ANALYSIS OF THE RELATIONSHIP BETWEEN MACROECONOMIC INDICATORS BASED ON THE VAR (VECTOR AUTOREGRESSION) MODEL
Keywords:
Keywords: VAR model, vector autoregression, macroeconomics, time series, Granger causality, impulse response function, economic analysis, forecasting, econometrics.Abstract
Annotation: This article explores the application of the VAR (Vector Autoregression) model in analyzing the interrelationships among macroeconomic indicators. The VAR model is one of the modern econometric analysis methods that allows identifying dynamic relationships between multiple variables and studying their mutual influence in depth. Examining the interactions among macroeconomic indicators — such as Gross Domestic Product (GDP), inflation rate, interest rate, investment volume, and exchange rate — plays an important role in shaping economic policy, national planning, and ensuring financial stability.
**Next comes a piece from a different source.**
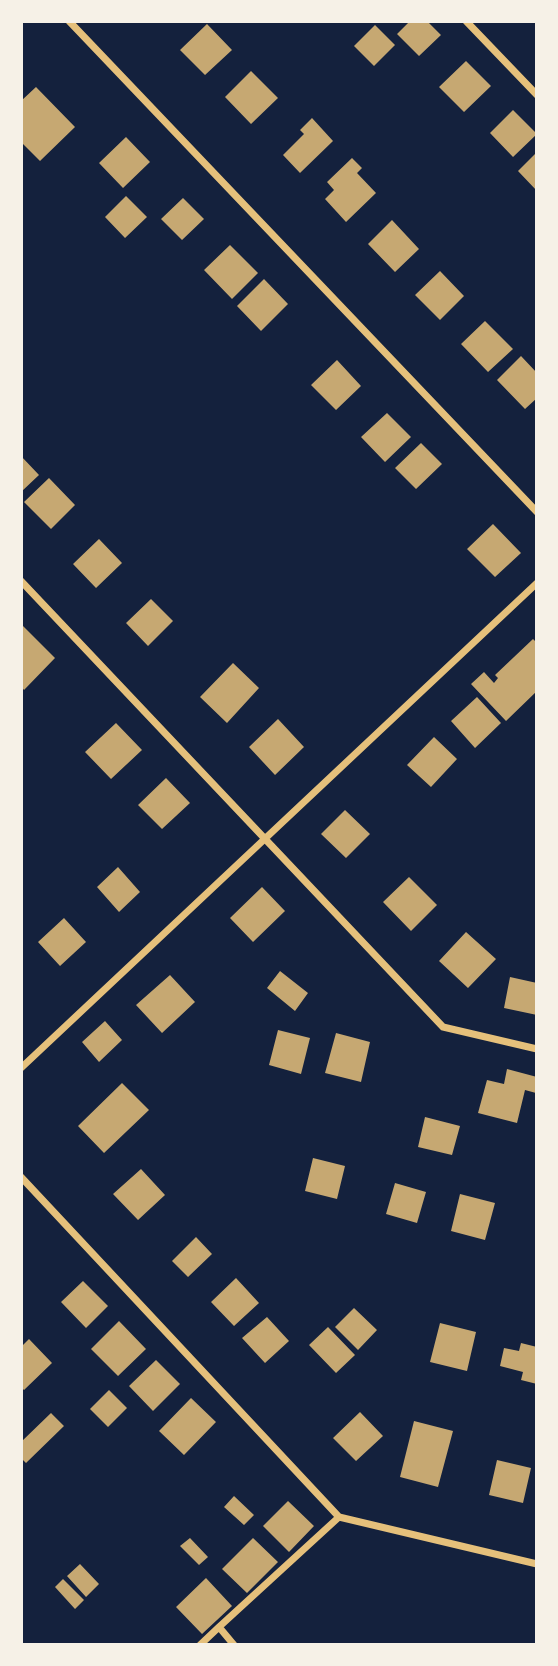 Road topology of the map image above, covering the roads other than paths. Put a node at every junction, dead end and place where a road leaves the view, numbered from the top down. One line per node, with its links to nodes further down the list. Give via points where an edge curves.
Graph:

The paper provides a detailed discussion of the mathematical foundations, structure, and practical use of the VAR model. A key feature of the model is its ability to identify causal relationships (Granger causality) among variables. The article also explains the process of preparing time series data, building the model, selecting the lag order (AIC, BIC), and applying analytical tools such as Impulse Response Function (IRF) and Variance Decomposition for deeper interpretation. Using real data from the economy of Uzbekistan, the relationships between GDP, inflation, and interest rate are analyzed through the VAR model. The results indicate a strong interconnection between these macroeconomic variables. The study highlights the importance of the VAR model in developing macroeconomic policies, supporting decision-making processes, and assessing economic stability. This work will be useful for students of econometrics, researchers, and professionals involved in economic policy, serving as an effective methodological tool for understanding, forecasting, and analyzing macroeconomic processes.